**ASSIGNMENT**: Read through the listing below and copy each line in which the word "controls" occurs.

**SUPPLIED DATA**:
· · · · ·

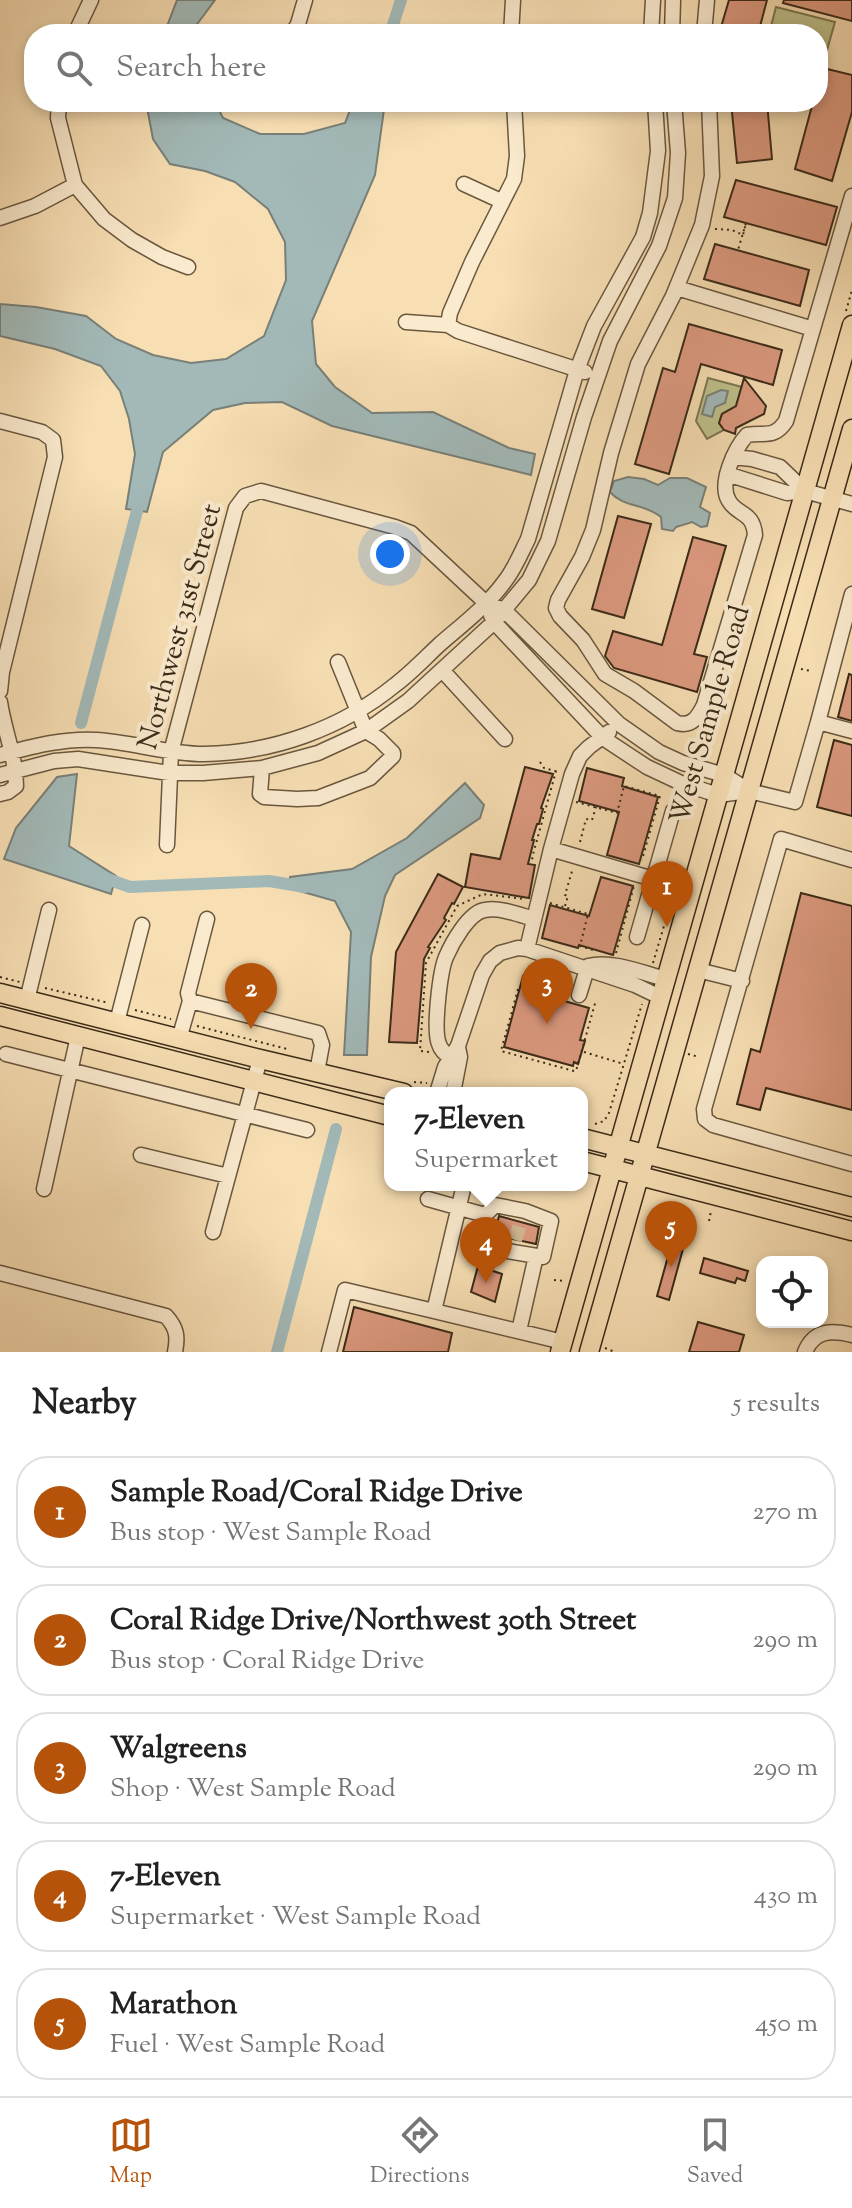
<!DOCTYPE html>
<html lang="en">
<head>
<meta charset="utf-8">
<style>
  :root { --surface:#fff; --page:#f2f2f2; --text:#222; --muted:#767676; --line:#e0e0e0; --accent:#b45309 }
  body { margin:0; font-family:"Sorts Mill Goudy",serif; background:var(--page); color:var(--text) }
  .controls { position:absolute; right:24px; bottom:24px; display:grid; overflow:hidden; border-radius:16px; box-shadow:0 4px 12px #0003 }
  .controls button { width:72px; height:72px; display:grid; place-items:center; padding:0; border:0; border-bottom:2px solid var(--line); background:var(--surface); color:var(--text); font:40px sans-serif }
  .you { position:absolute; left:390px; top:554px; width:28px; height:28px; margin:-20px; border:6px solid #fff; border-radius:50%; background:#1a73e8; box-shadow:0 0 0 12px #1a73e833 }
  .badge { display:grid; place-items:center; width:52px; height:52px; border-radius:50%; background:var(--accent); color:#fff; font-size:26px; font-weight:700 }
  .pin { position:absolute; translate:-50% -66px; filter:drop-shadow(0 2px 4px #0008) }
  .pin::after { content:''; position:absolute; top:42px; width:28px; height:24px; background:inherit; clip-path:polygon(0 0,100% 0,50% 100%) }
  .popup { position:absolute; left:384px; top:1087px; width:204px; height:104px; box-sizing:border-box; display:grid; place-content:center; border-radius:16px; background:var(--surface); filter:drop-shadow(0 2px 6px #0005); font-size:26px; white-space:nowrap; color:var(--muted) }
  .popup b { font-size:30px; color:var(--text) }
  .popup::after { content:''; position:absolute; left:50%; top:100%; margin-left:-16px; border:16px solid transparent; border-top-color:var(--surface) }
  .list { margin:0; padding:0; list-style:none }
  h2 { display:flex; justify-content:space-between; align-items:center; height:104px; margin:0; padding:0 32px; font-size:34px }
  h2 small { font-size:26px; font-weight:400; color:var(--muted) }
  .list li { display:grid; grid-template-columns:52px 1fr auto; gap:24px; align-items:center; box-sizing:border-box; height:112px; margin:0 16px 16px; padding:0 16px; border:2px solid var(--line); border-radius:32px }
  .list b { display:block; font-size:30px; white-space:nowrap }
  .list p { margin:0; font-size:26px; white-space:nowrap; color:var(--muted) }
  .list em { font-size:26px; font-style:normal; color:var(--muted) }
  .icon { flex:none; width:44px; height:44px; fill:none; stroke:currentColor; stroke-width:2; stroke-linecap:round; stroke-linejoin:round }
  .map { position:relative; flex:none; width:852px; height:1352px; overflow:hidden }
  .search { position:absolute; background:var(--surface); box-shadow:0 4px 12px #0003; left:24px; right:24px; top:24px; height:88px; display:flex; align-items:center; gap:20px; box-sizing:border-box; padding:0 28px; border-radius:32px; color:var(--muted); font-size:30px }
  .sheet { height:744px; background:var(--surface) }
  nav { display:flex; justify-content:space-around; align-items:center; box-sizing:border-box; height:112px; border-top:2px solid var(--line); background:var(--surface); font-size:22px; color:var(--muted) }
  nav a { display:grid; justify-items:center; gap:4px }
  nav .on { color:var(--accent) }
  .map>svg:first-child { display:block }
  .green { fill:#bfc18b; stroke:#7c7651; stroke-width:2 }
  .water { fill:#a2b9b8; stroke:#788078; stroke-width:2 }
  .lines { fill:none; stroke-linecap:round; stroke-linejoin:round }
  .canal { stroke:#a2b9b8; stroke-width:12 }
  .building { fill:#dc997f; stroke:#3a2a17; stroke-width:2 }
  .minor-tunnel { stroke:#d1ba94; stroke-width:14; stroke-dasharray:14 7; stroke-linecap:butt }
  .minor-casing { stroke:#69573e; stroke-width:17 }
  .major-casing { stroke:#3a2a17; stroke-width:21 }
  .path { stroke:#3a2a17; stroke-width:2; stroke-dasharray:2 4; stroke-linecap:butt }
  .minor { stroke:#faeace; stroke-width:14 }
  .major { stroke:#f7deb3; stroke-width:18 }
  .labels { text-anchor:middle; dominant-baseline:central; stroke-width:8; stroke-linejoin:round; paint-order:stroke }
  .street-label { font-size:28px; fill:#3a2a17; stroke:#faeace }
</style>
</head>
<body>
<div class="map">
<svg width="852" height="1352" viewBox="0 0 852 1352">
  <rect width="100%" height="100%" fill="#f7deb3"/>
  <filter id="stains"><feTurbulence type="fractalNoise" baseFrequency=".0025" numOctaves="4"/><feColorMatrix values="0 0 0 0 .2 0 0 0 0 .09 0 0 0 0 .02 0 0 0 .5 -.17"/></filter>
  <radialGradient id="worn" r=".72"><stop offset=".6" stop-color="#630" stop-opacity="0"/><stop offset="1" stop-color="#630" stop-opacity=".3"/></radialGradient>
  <path class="green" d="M776,7L835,22L827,50L818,48V34H769Z
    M708,378L742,387L736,406L722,414L719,423L724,430L707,439L696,421Z"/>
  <path class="water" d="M177,0H215L195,27V34H164Z
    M146,102H215L223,118L260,134H304L345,123L353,102H385L375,175L312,321L316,364L335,387L372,413L433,412L509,448L535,454L531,475L332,426L282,402L245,403L213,410L163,452L147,512L126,509L135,454L129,419L120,391L101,366L55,349L0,336V304L36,307L86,316L116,339L153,355L191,363L226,359L264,336L286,280L285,242L268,209L235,182L205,171L170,164L153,139Z
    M721,390L728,391L725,403L715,407L712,417L702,414L707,396Z
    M628,477L644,479L658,485L670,478H687L706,487L700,507L710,513L707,526L701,527L692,522L676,527L673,531L662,529L661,517C644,503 624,508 610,492L614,481Z
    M77,774L69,846L116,876L111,894L4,859L16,828L57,777Z
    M465,783L484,805L480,818L395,875L385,896L371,957L367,1055H344L351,932L335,901L289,888L290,877L352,869L407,838Z"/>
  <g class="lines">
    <path class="canal" d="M390,34L401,0
      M81,723L137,511
      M102,877L130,887L269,881L305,887
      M277,1352L336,1129"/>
  </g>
  <path class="building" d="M729,0H767L758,34H719Z
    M784,0H852V21L783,3Z
    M823,68L852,75V112L832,181L795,169L813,102H818V86Z
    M731,102H767L772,159L737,163Z
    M736,180L837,207L826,245L724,217Z
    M715,244L809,270L800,306L704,279Z
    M689,324L782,350L773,385L701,364L669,474L635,464L663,368L675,372Z
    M744,378L766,406L764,414L736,428L735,434L724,430L719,423L722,414L736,406Z
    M618,516L651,524L624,618L592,609Z
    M693,537L726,546L694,654L707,657L697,692L614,668L605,656L613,631L662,645Z
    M849,674L852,675V721L838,717Z
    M834,740L852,745V816L817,807Z
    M525,767L553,774L541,808L543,809L539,824H537L532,840H534L528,864L535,865L529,898L465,887L471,854L500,859Z
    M587,768L624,778L622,786L658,797L639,864L607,855L619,812L579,801Z
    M438,874L463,887L454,904L452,903L444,918L446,920L428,947L430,948L424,959L417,1043L389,1042L396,952Z
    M601,877L633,886L613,955L579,945L578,948L542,938L550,905L589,916Z
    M801,893L852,906V1110L766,1088L760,1110L737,1104L751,1049L760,1052Z
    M523,976L540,980L536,993L589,1008L580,1040L585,1041L578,1064L574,1062L573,1066L504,1047Z
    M499,1216L539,1227L536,1244L494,1235Z
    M674,1235L686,1238L669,1300L657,1296Z
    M704,1258L748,1271L745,1281L737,1278L735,1283L700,1273Z
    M478,1266L502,1274L495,1302L471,1292Z
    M354,1307L452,1333L448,1352H343Z
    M698,1322L744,1335L739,1352H689Z"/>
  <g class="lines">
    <path class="minor-tunnel" d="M515,1240L521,1221"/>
    <g class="minor-casing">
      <path id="minor" d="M75,34L91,0
        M292,34L298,24L305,0
        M511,34L513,0
        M651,34L653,0
        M672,34L673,0
        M704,34L707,0
        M59,102L58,118L75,185L104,219L132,240L162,257L188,267
        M709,102L712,176L702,225L673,296L638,364L611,453L593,530L582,557L558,600L556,608L560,616L583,640L605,674L634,691L677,723C692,727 698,717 704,705L755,535C753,511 738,516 729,501C718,484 735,448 747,435C765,432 774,439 786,421L852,196
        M464,184L501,201
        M0,218L35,206L75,185
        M677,288L813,329
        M406,322L448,325L458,331L585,372
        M448,325L450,313L472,262L514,179L517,156L514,102
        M0,421L42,432L53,440L55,457L2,672L0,691
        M733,457L752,459L780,467L805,491
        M727,474L787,493L805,491L852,504
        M852,594L818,722L852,731
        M491,615L494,622L603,738L647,767L681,783L718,795L749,791
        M442,670L505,739
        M0,702C4,730 16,757 16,786L8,792L0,794
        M0,755C31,747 63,738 96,740C132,742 167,754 204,754C272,753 341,729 395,685C411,673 425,658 440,644C462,625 487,606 505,581C515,568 521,553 528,539L577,370L594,326L643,237L650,213L658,151L655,102
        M262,768L260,794L264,797L297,799L318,798L370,778L393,756V753L379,739L366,731L338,662
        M0,775L54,761L78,759L169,773H203L262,768L318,753L366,731L408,701L494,622L529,580L548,541L584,417L610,341L659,246L675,198L678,153L674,102
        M167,845L171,752L236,508L245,496L261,491L395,527L411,533L486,603L504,610L619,724L659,752L683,763L724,775L749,791L795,802L818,722
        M551,849L653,879
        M852,860L781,839L704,1109L705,1119L713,1125L852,1164
        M637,937L673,811
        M527,949L551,849L572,774L580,756L589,747L609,732
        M588,966C613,960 642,973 666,979
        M698,970L742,981
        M579,995L587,969
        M27,1000L49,910
        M190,1001L188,993L207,919
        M117,1022L142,925
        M179,1039L190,1001L318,1033L322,1045L317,1072
        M6,1054L307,1130
        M451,1058C446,1054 441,1051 439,1044C433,1030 440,971 446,957C452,943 469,912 485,910C500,907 520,915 534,919
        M437,1093L445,1067L458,1046L482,975L490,961L500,953L518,948L527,949L635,985L660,997
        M453,1093L460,1057L458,1047
        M141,1155L228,1176
        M464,1185L434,1311L563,1342
        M44,1189L78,1036
        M428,1199L485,1215L495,1205L525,1211L551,1221L543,1257L489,1248L481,1238L485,1215
        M213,1232L260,1059
        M0,1273L166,1316C177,1328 178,1337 175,1352
        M519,1331L536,1256
        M329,1352L345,1290L434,1311
        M805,1352C814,1330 831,1330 852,1335"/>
    </g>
    <g class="major-casing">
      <path id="major" d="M0,993L260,1059L404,1093
        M0,1016L390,1116
        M582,1138L852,1207
        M582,1161L852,1231
        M560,1352L852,325
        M589,1352L852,429"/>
    </g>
    <path class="path" d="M715,229L732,230L743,235L746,223L738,250
      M846,311L852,290
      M801,669L811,671
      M540,762L544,768L555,771
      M576,802L617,813L624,786L660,796L642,860
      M580,842L586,819L592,820L596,807
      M533,859L532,858L556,771L558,772
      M550,903L588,914L580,946L596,951
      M565,906L568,896L565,895L573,868
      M616,953L634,886
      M653,963L674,892
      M0,977L20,982
      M45,988L109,1003
      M518,989L501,1051L574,1071H576L596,1000
      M135,1010L171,1019
      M197,1026L287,1049
      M429,1052L420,1051L426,963L457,906L483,894L524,899
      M584,1052L624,1064
      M688,1054L699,1057
      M414,1082L427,1083
      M469,1088H486L503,1093
      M595,1124L604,1121L609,1113L642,1004
      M709,1221L711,1211
      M554,1280L566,1281
      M605,1348L615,1352"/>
    <use href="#minor" class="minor"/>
    <use href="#major" class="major"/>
  </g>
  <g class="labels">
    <g class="street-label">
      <text transform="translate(181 627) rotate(-75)">Northwest 31st Street</text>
      <text transform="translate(711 715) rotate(-74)">West Sample Road</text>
    </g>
  </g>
  <rect width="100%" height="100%" filter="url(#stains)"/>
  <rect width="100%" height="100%" fill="url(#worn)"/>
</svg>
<div class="controls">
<button><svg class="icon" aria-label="locate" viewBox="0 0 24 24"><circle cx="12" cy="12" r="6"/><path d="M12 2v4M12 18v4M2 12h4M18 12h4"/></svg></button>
</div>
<div class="you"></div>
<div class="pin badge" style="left:667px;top:927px">1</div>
<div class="pin badge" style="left:251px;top:1029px">2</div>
<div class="pin badge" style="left:547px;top:1024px">3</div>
<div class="pin badge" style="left:486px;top:1283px">4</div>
<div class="popup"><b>7-Eleven</b>Supermarket</div>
<div class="pin badge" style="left:671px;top:1267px">5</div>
<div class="search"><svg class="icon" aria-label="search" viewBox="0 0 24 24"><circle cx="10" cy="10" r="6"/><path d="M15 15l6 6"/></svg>Search here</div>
</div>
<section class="sheet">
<h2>Nearby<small>5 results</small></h2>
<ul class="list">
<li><span class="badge">1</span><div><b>Sample Road/Coral Ridge Drive</b><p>Bus stop · West Sample Road</p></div><em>270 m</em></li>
<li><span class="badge">2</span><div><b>Coral Ridge Drive/Northwest 30th Street</b><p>Bus stop · Coral Ridge Drive</p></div><em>290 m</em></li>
<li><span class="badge">3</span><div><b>Walgreens</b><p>Shop · West Sample Road</p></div><em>290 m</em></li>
<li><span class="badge">4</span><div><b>7-Eleven</b><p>Supermarket · West Sample Road</p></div><em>430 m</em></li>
<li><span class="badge">5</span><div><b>Marathon</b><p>Fuel · West Sample Road</p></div><em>450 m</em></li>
</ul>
</section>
<nav>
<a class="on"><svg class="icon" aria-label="map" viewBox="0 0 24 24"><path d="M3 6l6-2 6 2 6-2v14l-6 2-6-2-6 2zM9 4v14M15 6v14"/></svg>Map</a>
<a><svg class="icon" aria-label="directions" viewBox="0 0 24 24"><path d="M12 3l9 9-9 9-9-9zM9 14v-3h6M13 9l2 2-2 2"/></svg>Directions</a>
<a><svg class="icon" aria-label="saved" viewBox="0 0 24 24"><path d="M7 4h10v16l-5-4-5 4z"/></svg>Saved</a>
</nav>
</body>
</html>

· · · · ·

**TASK OUTPUT**:
  .controls { position:absolute; right:24px; bottom:24px; display:grid; overflow:hidden; border-radius:16px; box-shadow:0 4px 12px #0003 }
  .controls button { width:72px; height:72px; display:grid; place-items:center; padding:0; border:0; border-bottom:2px solid var(--line); background:var(--surface); color:var(--text); font:40px sans-serif }
<div class="controls">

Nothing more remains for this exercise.